[Opening DATA SHOWN section]
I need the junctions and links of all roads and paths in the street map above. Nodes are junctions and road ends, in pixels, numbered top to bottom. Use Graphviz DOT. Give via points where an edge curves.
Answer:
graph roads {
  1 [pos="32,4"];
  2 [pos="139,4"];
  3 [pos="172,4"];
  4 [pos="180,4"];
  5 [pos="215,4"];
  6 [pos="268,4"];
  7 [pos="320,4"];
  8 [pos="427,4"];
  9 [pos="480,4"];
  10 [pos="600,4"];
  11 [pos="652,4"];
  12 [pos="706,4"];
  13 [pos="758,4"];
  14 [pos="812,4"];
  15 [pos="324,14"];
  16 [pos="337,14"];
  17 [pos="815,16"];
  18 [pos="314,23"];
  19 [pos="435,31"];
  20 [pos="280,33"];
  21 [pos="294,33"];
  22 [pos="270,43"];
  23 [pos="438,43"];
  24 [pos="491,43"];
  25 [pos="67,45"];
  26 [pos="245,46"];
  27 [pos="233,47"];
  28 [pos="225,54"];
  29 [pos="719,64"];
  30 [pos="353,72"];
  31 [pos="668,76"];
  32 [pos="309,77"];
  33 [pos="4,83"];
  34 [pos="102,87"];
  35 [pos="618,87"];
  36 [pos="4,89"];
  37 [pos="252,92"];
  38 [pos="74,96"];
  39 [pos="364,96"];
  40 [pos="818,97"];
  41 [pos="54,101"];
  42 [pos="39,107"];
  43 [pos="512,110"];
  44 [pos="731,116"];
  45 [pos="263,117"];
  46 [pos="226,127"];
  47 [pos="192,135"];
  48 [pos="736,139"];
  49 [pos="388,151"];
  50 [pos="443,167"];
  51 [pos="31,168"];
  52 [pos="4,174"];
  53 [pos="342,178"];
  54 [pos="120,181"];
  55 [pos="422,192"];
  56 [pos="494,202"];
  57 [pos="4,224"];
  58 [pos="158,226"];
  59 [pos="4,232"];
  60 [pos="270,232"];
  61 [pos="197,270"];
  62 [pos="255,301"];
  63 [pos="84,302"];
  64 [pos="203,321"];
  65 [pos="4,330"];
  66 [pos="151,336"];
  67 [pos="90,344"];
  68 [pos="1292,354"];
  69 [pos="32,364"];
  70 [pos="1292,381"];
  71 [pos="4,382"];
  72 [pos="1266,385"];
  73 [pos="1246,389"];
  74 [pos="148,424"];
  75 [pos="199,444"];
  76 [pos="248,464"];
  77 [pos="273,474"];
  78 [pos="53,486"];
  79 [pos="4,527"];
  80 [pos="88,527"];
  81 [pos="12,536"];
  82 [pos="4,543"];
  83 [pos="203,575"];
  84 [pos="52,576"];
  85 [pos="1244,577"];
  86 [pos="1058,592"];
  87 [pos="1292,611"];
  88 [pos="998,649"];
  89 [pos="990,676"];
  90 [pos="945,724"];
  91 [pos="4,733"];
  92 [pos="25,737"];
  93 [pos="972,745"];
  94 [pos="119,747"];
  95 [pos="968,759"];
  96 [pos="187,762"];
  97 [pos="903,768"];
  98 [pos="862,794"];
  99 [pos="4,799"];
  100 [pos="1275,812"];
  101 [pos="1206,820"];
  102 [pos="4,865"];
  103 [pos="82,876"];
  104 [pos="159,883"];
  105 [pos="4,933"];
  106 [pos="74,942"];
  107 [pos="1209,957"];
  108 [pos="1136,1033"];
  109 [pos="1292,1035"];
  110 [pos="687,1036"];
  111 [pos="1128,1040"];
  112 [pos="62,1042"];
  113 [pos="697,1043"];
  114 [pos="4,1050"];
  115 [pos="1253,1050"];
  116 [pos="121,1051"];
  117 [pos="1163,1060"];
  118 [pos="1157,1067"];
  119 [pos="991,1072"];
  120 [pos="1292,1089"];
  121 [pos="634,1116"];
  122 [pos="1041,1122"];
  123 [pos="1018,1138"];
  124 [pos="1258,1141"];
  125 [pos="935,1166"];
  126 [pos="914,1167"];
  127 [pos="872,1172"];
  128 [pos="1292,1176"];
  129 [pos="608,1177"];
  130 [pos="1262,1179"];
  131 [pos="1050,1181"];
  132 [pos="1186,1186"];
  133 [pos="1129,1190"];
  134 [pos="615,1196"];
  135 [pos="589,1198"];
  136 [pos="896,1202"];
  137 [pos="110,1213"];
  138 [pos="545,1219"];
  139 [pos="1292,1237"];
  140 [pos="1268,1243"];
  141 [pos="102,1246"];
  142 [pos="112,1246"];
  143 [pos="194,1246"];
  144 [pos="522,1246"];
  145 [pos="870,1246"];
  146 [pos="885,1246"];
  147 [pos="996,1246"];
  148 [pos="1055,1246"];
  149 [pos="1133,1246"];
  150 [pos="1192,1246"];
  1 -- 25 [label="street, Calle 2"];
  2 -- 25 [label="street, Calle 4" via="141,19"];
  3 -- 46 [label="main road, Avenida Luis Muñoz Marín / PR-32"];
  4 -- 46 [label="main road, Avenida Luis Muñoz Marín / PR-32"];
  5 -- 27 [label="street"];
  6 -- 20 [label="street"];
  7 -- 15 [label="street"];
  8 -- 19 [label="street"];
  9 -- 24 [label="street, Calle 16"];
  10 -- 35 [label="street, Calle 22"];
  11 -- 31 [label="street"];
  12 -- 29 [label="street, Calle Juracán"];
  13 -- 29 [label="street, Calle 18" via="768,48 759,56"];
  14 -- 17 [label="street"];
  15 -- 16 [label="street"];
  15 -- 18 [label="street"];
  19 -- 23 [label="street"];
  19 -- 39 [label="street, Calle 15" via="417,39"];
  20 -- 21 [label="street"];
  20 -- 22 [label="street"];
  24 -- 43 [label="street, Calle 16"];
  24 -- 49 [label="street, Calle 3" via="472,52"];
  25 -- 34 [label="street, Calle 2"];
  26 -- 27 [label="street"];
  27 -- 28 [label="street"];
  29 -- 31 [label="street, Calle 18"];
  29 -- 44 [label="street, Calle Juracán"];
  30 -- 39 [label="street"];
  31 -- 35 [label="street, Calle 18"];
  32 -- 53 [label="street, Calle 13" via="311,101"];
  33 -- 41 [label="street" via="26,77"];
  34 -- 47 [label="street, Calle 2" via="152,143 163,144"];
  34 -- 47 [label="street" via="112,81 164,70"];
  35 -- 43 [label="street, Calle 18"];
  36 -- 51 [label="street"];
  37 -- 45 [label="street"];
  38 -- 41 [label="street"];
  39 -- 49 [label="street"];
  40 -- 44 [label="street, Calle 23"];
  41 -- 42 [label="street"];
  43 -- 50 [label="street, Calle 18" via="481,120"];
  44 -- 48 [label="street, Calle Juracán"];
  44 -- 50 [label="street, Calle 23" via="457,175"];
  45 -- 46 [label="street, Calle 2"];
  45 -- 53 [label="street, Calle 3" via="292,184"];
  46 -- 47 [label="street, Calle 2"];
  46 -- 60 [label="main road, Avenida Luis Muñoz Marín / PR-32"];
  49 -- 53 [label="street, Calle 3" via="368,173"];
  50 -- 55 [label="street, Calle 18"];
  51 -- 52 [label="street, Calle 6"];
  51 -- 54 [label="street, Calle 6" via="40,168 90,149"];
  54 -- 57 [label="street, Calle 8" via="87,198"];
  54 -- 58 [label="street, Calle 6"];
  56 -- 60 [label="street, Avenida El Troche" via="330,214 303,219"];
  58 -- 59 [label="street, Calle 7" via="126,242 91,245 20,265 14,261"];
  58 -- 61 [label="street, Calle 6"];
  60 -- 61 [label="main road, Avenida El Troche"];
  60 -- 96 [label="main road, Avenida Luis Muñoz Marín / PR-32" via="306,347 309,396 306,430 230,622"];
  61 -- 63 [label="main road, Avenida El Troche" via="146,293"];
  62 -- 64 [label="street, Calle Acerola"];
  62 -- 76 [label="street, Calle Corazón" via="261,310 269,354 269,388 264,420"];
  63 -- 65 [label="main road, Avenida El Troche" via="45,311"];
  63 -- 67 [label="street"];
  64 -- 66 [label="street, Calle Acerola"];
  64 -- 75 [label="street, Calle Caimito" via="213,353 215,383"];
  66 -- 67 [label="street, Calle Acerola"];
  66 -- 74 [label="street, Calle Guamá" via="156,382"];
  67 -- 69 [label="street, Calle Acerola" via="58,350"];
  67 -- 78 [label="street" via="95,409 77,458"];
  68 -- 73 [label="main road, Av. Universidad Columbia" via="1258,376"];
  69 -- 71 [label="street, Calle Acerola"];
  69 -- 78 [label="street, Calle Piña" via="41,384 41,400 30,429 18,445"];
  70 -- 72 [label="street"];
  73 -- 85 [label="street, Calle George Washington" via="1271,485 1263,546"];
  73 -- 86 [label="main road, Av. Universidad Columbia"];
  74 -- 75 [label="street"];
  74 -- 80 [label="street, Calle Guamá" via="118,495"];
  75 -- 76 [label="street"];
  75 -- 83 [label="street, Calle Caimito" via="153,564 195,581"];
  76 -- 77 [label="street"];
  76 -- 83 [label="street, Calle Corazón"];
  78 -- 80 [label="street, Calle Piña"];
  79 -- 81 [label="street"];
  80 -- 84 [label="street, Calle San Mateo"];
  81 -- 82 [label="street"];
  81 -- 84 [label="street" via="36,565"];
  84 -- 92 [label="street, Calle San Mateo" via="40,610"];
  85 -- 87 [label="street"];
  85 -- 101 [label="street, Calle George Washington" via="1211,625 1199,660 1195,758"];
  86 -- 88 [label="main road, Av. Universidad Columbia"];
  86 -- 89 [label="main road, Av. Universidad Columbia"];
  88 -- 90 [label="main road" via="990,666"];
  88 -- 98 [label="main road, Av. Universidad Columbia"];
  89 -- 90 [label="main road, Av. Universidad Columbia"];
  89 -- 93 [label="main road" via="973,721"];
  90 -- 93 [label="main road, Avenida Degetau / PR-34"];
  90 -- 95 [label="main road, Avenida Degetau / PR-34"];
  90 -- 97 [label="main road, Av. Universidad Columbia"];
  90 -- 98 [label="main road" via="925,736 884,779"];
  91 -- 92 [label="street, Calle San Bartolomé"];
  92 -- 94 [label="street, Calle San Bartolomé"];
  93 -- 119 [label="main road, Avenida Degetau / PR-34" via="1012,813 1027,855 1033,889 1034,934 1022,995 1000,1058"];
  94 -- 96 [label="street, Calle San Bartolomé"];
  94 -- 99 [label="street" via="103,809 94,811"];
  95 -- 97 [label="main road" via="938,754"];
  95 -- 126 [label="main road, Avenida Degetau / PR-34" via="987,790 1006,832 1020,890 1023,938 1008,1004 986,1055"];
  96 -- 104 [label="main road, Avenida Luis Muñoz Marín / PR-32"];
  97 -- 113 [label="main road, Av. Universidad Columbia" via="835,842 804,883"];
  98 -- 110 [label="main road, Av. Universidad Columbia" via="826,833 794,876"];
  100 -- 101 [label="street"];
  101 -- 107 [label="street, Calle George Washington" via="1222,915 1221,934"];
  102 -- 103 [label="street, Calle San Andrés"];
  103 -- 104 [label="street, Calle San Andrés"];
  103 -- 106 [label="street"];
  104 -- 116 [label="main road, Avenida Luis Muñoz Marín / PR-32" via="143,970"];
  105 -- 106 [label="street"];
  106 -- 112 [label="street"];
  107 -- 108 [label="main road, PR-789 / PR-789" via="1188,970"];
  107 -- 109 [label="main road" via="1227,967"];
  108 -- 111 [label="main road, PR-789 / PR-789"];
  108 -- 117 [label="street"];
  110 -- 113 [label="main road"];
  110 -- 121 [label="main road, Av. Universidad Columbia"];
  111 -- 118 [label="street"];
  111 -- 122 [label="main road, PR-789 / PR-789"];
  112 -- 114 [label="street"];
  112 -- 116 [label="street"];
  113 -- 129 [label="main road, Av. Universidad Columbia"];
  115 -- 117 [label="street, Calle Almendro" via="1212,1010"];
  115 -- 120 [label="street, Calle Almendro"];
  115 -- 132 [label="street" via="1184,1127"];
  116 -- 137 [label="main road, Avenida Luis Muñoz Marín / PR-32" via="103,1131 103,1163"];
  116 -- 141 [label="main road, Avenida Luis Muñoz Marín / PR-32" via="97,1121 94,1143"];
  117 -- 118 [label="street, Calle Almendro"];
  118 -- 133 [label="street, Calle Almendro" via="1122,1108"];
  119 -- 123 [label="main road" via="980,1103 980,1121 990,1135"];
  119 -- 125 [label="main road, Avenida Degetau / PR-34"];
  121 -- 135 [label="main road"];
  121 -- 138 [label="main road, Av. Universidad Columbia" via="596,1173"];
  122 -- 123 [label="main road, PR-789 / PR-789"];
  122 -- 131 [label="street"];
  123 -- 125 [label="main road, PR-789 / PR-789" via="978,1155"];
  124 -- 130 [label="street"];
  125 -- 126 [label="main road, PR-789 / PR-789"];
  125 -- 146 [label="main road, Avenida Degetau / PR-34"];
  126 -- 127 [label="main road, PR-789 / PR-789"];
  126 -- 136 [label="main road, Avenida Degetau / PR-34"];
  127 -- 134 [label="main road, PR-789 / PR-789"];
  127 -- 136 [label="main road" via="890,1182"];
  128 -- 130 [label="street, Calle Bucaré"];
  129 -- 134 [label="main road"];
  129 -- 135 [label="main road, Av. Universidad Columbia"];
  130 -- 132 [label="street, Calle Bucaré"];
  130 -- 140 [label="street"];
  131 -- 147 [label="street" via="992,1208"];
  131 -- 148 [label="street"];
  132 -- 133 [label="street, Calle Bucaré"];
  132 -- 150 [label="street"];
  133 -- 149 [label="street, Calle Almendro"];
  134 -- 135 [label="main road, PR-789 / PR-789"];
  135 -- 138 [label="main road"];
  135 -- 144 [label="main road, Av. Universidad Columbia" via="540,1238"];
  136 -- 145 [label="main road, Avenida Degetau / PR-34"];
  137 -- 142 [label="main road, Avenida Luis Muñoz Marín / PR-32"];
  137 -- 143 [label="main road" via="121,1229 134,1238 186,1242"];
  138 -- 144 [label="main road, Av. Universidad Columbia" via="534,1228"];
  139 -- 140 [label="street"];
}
[Closing DATA SHOWN section]
Locate the string "Bartolomé" in the listing above and copy every line where it occurs.

TASK RESULT:
  91 -- 92 [label="street, Calle San Bartolomé"];
  92 -- 94 [label="street, Calle San Bartolomé"];
  94 -- 96 [label="street, Calle San Bartolomé"];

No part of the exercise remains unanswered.